Sanbangsan (산방산) is the major tourist landmark in Andeok, a huge mountain visible from just about anywhere in the district. As such, there's an ongoing carnival on the south side. Just the usual stuff- a walk by the beach, amusement park rides, food, subarmines tours, and a full reproduction of De Sperwer, a Dutch ship that crashed on Jeju back in the seventeenth century. The story behind that is, well, pretty much what it sounds like really. The crew of De Sperwer was stuck in Korea for awhile and then they left.

More than the story of De Sperwer itself I was drawn to the lower levels of the ship (the ship itself being its own museum), where boat reproductions are everywhere.
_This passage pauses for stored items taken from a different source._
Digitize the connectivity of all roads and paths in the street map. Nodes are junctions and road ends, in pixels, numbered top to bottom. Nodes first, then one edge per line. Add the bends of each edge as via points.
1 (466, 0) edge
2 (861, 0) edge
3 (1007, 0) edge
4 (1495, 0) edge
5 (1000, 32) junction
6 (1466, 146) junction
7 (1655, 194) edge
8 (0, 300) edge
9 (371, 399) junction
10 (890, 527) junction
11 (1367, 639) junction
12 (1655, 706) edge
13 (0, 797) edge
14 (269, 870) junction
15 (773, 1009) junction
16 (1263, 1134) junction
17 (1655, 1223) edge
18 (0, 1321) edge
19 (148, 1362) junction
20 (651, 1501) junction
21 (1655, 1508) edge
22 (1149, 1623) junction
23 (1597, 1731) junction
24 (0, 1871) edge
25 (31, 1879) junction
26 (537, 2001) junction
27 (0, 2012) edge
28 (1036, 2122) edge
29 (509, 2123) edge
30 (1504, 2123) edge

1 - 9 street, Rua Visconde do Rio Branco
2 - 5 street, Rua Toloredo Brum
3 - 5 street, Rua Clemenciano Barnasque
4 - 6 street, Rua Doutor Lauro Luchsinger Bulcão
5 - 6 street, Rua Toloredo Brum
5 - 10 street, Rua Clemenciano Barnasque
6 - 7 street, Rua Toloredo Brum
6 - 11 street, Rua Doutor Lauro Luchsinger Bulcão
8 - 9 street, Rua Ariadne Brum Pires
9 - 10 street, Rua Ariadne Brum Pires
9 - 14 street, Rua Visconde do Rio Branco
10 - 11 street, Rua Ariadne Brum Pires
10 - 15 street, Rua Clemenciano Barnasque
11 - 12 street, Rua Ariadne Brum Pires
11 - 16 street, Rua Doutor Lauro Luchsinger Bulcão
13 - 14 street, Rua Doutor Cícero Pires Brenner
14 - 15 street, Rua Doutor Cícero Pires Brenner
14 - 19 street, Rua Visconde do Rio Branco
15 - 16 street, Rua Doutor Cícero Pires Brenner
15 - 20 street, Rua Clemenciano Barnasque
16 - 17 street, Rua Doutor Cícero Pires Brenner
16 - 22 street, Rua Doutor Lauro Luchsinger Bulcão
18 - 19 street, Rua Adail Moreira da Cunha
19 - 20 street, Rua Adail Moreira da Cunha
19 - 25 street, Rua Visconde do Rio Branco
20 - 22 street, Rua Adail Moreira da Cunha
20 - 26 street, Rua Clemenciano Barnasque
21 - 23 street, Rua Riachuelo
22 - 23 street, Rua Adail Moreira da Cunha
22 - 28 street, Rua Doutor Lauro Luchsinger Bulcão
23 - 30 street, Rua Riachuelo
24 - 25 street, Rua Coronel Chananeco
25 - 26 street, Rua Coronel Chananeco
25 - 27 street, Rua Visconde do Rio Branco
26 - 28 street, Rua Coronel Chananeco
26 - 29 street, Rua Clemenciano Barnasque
The turtle ship in the center...doesn't really have that much to do with the European boats in this collection but, hey, in Korea, where you see model boats, sooner or later you'll run into a turtle ship. Jeju's various museums are built on themes that appear to be selected at random, yet somehow the seventeenth century boat expedition was the main one to catch my attention. Probably helped that the museum has no entry fee.

The main part of Sanbangsan that can actually be explored is covered in temples. Which makes sense- the mountain is steep enough as to be impossible to navigate without paths, and a mountain is exactly the kind of place one can visualize Buddhists building cool stuff just because. This is one of the more elaborate bell structures I've seen. Funny thing, though, as of yet I can't recall seeing anyone ring the bell, even if I do hear them every so often.

While most people come to this area to climb to the top and get some amazingly fresh mountain water, the Sanbang Temple (산방사) is the more curious landmark to me because it's obviously currently in use for veneration of the dead. That's what all those candles, photographs, and food are for. It's all part of the ritual. It's easy to forget that these Buddhist temples aren't just supposed to be pretty to look at. They're places of religious practice, and ought to be respected as such.

After that, it was down to the coast. So far as I can tell the beach to the south of the mountain, east of the tourist area, and west of the guest houses does not have a name. In fact, I'm not totally sure it's even legal to enter this beach. There's a sign barring entry only on the east side. None of the other paths are barred, and I saw other tourists wandering around the dunes as well. Because why wouldn't they. These are some pretty slick rocks, you know?

As are these drums. Next to mw own guest house the Otaku Guest House celebrated its grand opening with drum performances. Because that's how people who self-describe themselves as Otaku meet- by joining traditional Korean drum clubs, moving to Jeju, and opening a guest house that serves Zombie Ramen. It's like regular ramen only much spicier. Not "too spicy for foreigners" spicy, but "spicy to the point of kinky masochism" spicy.

...And I suppose at some point I should actually show you a picture of Sangbangsan. It's funny really. I have a bunch of pictures like this, always from different angles because the mountain is the main distinctive feature of Andeok. Yet rather paradoxically, the sheer universality of Sangbangsan makes it a less interesting topic of discussion for me, because if you go to Andeok, you will find it. It's the little landscapes, the little monuments that stick out better in memory even though I, too, spent a disproportionate amount of time just staring at this huge mountain because...wow. It sure is big. Next stop- the Korean mainland, with its somewhat smaller mountains.